待機的腰椎手術の合併症管理の進歩

2009年には.米国で448,000件以上の脊椎固定術が実施されました。 最も一般的な予防可能な合併症は.手術部位感染.出血.血栓性合併症などです。 すべての脊椎外科医にとって最も重要な関心事の1つは.感染症の予防です。 最近の研究では.術前の皮膚消毒や鼻腔管理による寄生虫の除去.局所抗生物質の使用.周術期の血糖コントロール.無菌的手技などが注目されています。 術中感染症は全感染症の約22%を占めると推定され.例えば米国では.年間約2,700万件の手術のうち.術中感染症は30万~50万件に及ぶとされている。 患者の併存疾患や.術前・術中・術後の多くの要因が.感染症の発生率に大きな影響を与える可能性があります。 感染症は.患者さんや医療者にとって.直接的・間接的に大きな経済的負担となる可能性があります。 感染症をタイムリーに把握することは治療計画に不可欠であるが.手術手技.アクセス.インプラントの種類.患者の状態.感染リスクなどが大きく異なるため.有効かつ確定的な診断の確立は困難である。 感染症の診断はしばしば困難であり.臨床.画像.検査データを組み合わせて分析する必要がある。 最も一般的な臨床症状は.術後の通常の鎮痛後に起こる痛みの増加であり.術後2~3週間まで続くことがある。 この痛みは.発熱や悪寒などの全身症状を伴う切開部の痛みから.深部組織の痛みとして現れることがあります。 回復期の原因不明の痛みは.手術部位の感染に対する警報と考えるべきである。

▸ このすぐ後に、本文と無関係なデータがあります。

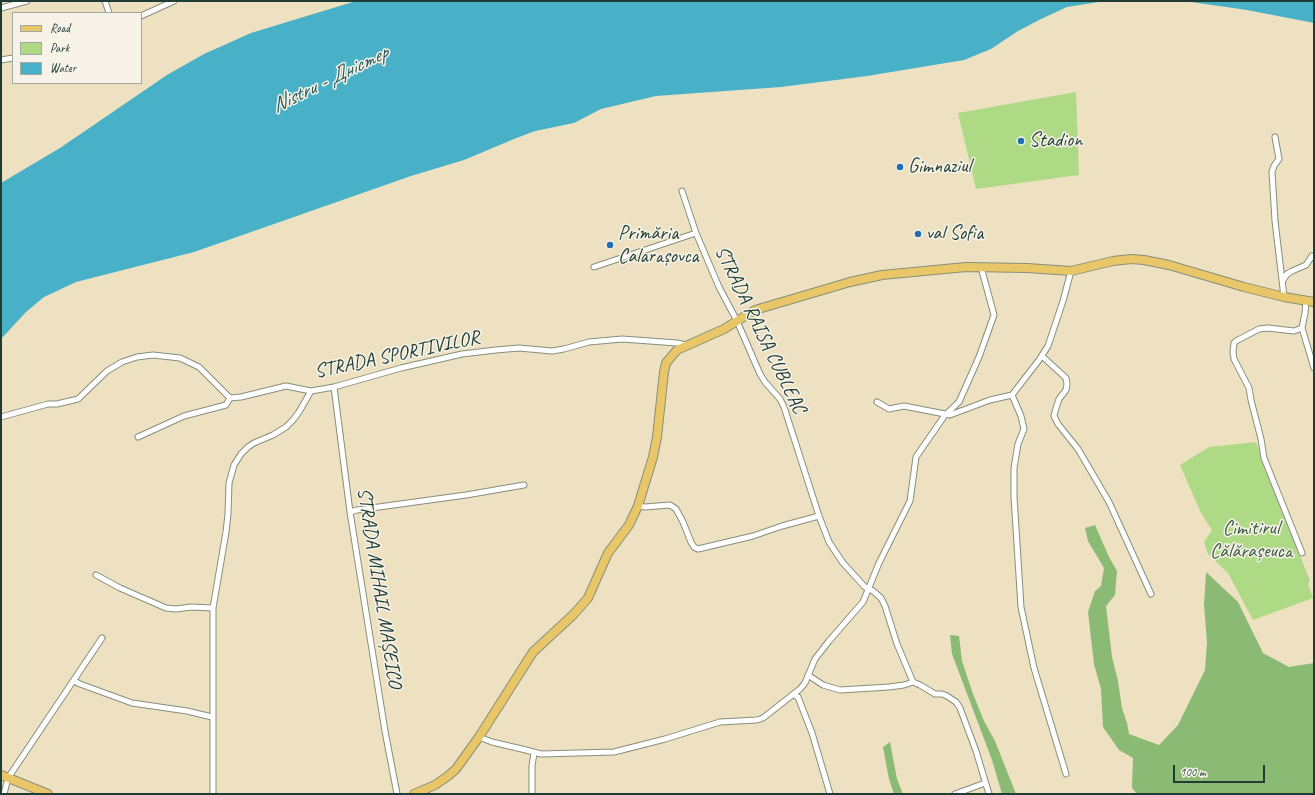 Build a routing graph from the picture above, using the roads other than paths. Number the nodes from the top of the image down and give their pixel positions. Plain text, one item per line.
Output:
1 (27, 1) edge
2 (104, 1) edge
3 (174, 1) edge
4 (1, 8) edge
5 (109, 12) edge
6 (142, 16) edge
7 (12, 58) edge
8 (1, 60) edge
9 (1275, 137) dead end
10 (682, 191) dead end
11 (696, 233) junction
12 (1312, 256) dead end
13 (594, 267) dead end
14 (981, 267) junction
15 (1071, 271) junction
16 (1282, 280) junction
17 (1284, 297) junction
18 (1310, 302) edge
19 (737, 321) junction
20 (1302, 328) junction
21 (687, 345) junction
22 (1042, 356) junction
23 (1314, 368) edge
24 (334, 386) junction
25 (311, 391) junction
26 (1012, 395) junction
27 (230, 398) junction
28 (876, 402) dead end
29 (945, 415) junction
30 (1, 417) edge
31 (138, 437) dead end
32 (524, 485) dead end
33 (638, 506) junction
34 (350, 512) junction
35 (819, 516) junction
36 (1302, 553) dead end
37 (96, 575) dead end
38 (869, 589) junction
39 (1151, 594) dead end
40 (213, 608) junction
41 (102, 638) dead end
42 (808, 675) junction
43 (74, 680) junction
44 (914, 682) junction
45 (794, 695) junction
46 (212, 717) junction
47 (479, 737) junction
48 (534, 753) junction
49 (1066, 774) dead end
50 (5, 776) edge
51 (985, 783) junction
52 (4, 794) edge
53 (48, 794) edge
54 (213, 794) edge
55 (397, 794) edge
56 (414, 794) edge
57 (532, 794) edge
58 (830, 794) edge
59 (955, 794) edge
60 (989, 794) edge

1 - 4 street
2 - 5 street
3 - 6 street
7 - 8 street
9 - 16 street
10 - 11 street, STRADA RAISA CUBLEAC
11 - 13 street, STRADA RAISA CUBLEAC
11 - 19 street, STRADA RAISA CUBLEAC
12 - 16 street
14 - 15 main road
14 - 19 main road
14 - 29 street
15 - 17 main road
15 - 22 street
16 - 17 street
17 - 18 main road
18 - 20 street
19 - 21 main road
19 - 35 street, STRADA RAISA CUBLEAC
20 - 23 street
20 - 36 street
21 - 24 street, STRADA SPORTIVILOR
21 - 33 main road
22 - 26 street
22 - 39 street
24 - 25 street, STRADA SPORTIVILOR
24 - 34 street, STRADA MIHAIL MAȘEICO
25 - 27 street, STRADA SPORTIVILOR
25 - 40 street
26 - 29 street
26 - 49 street
27 - 30 street
27 - 31 street
28 - 29 street
29 - 38 street
32 - 34 street
33 - 35 street
33 - 47 main road
34 - 55 street, STRADA MIHAIL MAȘEICO
35 - 38 street, STRADA RAISA CUBLEAC
37 - 40 street
38 - 42 street
38 - 44 street, STRADA RAISA CUBLEAC
40 - 46 street
41 - 43 street
42 - 44 street
42 - 45 street
43 - 46 street
43 - 50 street
44 - 51 street
45 - 48 street
45 - 58 street
46 - 54 street
47 - 48 street
47 - 56 main road
48 - 57 street
50 - 52 street
50 - 53 main road
51 - 59 street
51 - 60 street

新たな神経症状は手術部位の感染を示唆する。手術部位の検査により.切開部位の炎症性変化.水腫.圧迫.血性または膿性の滲出液が検出されることがある。 しかし.切開部が乾燥して清潔であっても.感染の可能性が否定されるわけではないことに留意する必要があります。 感染の診断には.臨床検査がやや信頼できます。 一般に.手術の程度にもよりますが.白血球数は増加し.リンパ球率は減少し.これらの指標は通常4~21日以内に術前の正常値に戻ります。 さらに.赤血球沈降速度やCRPなどの急性反応物質は.炎症反応の程度や手技の大きさと相関がある場合があります。 C反応性蛋白は半減期が2.6日であり.比較的信頼性が高く実用的である。 一般に.反応性蛋白は術後1~2週間で正常値に戻るが.ヘマトクリットは数週間上昇したままになることがある。 関連する臨床症状や非典型的な臨床症状がないにもかかわらず.CRP値が持続する場合は.感染の可能性に注意する必要がある。 画像所見は通常.臨床症状や検査結果に遅れて現れる。 X線撮影では.早期の発症による台輪のゆるみ.ラミナの変化.急性の椎間板変化などが示唆されるが.MRIでは軟組織や骨の情報が多く.MRI画像上の病理所見は.造影剤の力を借りてでも通常の術後炎症性変化に似ているので.これらの検査結果は慎重に読み取ることが必要である。 MRIによる感染症の症状としては.境界増強液病変.椎骨骨髄の異常信号変化.硬膜外膿瘍形成.椎間板の増強などがあります。 診断に役立つその他の検査としては.CTやPET検査がありますが.経済的な要因や患者さんの被曝要因によって制限があり.PET検査はCTと同程度の被曝リスクがあると言われています。